Cela signifie qu’un employé gagnant un salaire inférieur au plafond paie l’impôt sur les empreintes digitales sur l’ensemble de ses revenus, tandis que d’autres gagnant des millions ne le paient qu’une petite fraction.
Reich utilise un bon exemple pour illustrer ce déséquilibre : les PDG qui gagnent 20 millions de dollars par an paient en réalité des cotisations de sécurité sociale représentant environ 1 pour cent de leurs revenus, tandis que les travailleurs ordinaires contribuent à 100 pour cent des leurs.
À mesure que la richesse est concentrée au sommet, une plus grande part du revenu national total échappe à l’impôt sur la sécurité sociale.
Il estime que ce changement a un coût important. Depuis les années 1980, l’écart croissant entre les salaires moyens et les revenus élevés a réduit les revenus de nos programmes d’environ 1 400 milliards de dollars.
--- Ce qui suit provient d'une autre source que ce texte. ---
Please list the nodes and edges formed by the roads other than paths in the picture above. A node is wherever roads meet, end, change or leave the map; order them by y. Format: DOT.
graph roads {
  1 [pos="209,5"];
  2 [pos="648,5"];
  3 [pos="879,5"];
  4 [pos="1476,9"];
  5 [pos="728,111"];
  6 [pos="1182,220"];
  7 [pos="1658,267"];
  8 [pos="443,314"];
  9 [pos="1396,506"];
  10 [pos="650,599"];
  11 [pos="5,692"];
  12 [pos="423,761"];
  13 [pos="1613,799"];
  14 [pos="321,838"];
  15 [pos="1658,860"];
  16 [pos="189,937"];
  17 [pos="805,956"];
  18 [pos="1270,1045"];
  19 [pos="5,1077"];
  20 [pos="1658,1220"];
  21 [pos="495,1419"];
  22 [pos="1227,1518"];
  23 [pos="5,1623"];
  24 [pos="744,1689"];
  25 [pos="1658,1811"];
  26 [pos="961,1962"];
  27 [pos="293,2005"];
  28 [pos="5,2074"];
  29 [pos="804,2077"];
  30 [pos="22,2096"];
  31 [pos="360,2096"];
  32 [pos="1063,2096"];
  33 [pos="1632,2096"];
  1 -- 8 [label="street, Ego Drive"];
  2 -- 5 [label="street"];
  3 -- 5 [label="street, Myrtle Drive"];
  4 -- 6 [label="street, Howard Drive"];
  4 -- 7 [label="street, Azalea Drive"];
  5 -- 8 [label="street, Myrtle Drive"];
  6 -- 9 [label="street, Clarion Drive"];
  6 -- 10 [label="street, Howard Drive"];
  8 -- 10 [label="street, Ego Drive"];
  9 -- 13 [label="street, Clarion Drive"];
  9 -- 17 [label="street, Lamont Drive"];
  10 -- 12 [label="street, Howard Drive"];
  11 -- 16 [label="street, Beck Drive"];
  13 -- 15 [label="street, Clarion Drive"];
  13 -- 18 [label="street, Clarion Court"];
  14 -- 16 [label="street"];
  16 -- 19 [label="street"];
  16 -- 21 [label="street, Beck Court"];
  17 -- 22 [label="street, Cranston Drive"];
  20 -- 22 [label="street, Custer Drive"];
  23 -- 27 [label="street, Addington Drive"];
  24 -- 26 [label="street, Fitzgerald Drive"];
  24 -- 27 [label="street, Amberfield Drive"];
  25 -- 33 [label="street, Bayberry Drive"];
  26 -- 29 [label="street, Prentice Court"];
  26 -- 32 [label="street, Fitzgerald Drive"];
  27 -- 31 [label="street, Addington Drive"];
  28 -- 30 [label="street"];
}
Selon Reich, le problème ne réside pas seulement dans la pression démographique, mais aussi dans la structure fiscale qui ne suit pas le rythme des changements économiques.
Solution suggérée : « Scrap Cap »
Reich a qualifié la solution d’« évidente » : supprimer le plafond de revenus soumis aux impôts de sécurité sociale afin que les hauts revenus cotisent davantage.
Certaines propositions du Congrès iraient encore plus loin, en appliquant une taxe sur les salaires aux revenus dépassant un seuil plus élevé – comme 250 000 dollars – et en l’étendant potentiellement à certaines formes de revenus de placement.
Selon les estimations citées par Reich, de tels changements pourraient prolonger la solvabilité du programme pendant plusieurs décennies sans augmenter les impôts de la majorité des ménages.
Il a orienté le débat en termes d’équité autant que de coûts, affirmant que pour assurer la stabilité à long terme, il faut demander aux Américains les plus riches de contribuer une plus grande part.
Dans le même temps, les perspectives générales restent incertaines. Les dernières projections montrent que le Fonds fiduciaire d’assurance vieillesse et survivants pourrait être épuisé d’ici 2032 – plus tôt qu’on ne le pensait auparavant – une fois que les charges sociales ne couvriront plus que les trois quarts des prestations prévues.
Que s’est-il passé ensuite
Les décideurs politiques doivent encore se mettre d’accord sur la voie à suivre, et des propositions concurrentes incluent une augmentation des impôts, une réduction des prestations sociales ou un relèvement supplémentaire de l’âge de la retraite.
Pour l’instant, le message de Reich vise à recadrer le débat : le défi du système, suggère-t-il, ne concerne pas le vieillissement démographique mais la manière dont les revenus – et les impôts – sont répartis dans l’économie.